» **Dataset content**:
++++

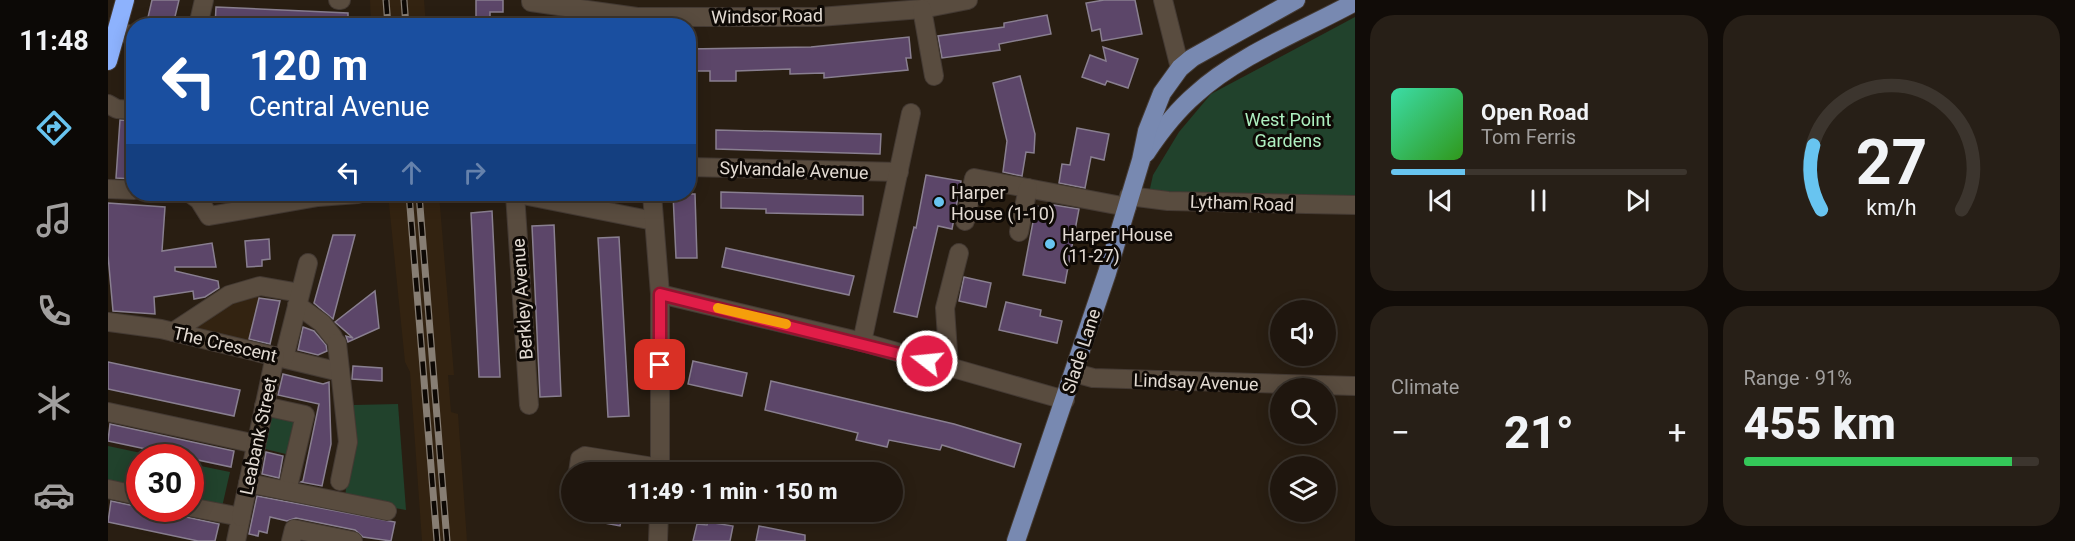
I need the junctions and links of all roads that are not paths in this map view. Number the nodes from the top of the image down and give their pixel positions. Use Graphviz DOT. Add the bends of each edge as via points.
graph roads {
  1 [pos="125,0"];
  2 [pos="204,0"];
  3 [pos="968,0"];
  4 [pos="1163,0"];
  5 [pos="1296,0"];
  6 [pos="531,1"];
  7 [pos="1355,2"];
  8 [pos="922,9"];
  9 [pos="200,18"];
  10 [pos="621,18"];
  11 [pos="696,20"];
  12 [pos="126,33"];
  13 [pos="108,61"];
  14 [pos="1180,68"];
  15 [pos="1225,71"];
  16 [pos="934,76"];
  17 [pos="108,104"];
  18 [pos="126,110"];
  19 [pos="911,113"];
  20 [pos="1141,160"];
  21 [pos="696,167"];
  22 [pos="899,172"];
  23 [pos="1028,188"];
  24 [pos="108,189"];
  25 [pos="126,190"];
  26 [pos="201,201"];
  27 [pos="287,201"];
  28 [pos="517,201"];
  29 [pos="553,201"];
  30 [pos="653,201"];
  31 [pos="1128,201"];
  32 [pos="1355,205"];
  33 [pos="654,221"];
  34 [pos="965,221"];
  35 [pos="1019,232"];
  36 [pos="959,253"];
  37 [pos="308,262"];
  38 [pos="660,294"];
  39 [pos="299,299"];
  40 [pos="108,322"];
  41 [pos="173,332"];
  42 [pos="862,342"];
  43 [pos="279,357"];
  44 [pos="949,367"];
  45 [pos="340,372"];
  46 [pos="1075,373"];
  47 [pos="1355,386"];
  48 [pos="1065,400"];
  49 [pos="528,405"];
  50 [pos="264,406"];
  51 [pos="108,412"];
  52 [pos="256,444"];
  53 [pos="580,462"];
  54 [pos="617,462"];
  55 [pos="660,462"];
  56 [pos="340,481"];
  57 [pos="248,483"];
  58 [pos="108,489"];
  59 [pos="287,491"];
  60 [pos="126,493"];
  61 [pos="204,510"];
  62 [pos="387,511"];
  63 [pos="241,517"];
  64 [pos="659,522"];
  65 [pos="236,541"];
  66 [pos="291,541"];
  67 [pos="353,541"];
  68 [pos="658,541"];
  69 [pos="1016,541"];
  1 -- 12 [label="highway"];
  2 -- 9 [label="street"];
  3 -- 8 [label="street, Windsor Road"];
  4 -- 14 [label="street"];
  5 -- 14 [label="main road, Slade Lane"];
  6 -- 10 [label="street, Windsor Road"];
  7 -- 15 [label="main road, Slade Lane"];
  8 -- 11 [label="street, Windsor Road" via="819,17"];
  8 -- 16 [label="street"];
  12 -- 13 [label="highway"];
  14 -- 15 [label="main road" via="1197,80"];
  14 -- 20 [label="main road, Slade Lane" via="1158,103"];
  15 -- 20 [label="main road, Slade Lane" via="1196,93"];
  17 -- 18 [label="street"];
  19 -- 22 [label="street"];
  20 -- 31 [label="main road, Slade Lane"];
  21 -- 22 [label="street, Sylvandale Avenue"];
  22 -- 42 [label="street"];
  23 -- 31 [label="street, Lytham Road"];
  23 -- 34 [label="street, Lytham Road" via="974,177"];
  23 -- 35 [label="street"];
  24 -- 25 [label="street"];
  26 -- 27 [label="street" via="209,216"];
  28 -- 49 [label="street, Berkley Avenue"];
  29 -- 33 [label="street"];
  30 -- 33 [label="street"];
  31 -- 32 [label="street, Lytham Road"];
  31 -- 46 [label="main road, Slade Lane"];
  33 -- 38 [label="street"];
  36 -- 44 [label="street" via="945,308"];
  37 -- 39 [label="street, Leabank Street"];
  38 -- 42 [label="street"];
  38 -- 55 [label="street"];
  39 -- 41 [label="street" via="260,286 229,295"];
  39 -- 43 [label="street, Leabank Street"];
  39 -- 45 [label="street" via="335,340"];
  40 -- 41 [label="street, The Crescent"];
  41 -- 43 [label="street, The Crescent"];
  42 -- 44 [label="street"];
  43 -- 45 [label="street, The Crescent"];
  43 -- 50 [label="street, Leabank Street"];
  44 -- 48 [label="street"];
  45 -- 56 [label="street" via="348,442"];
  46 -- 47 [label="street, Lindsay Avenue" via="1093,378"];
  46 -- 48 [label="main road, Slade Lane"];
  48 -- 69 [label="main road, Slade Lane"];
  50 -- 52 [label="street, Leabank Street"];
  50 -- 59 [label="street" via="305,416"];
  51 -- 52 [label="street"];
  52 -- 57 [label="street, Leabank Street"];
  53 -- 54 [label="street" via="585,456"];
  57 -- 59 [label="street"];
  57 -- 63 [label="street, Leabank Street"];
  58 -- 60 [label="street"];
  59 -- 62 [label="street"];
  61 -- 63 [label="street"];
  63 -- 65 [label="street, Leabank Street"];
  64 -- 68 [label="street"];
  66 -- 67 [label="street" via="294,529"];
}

++++

» **Task prompt**: Look through the entries above. Copy each line in which the string "Crescent" occurs.

» **Task result**:
  40 -- 41 [label="street, The Crescent"];
  41 -- 43 [label="street, The Crescent"];
  43 -- 45 [label="street, The Crescent"];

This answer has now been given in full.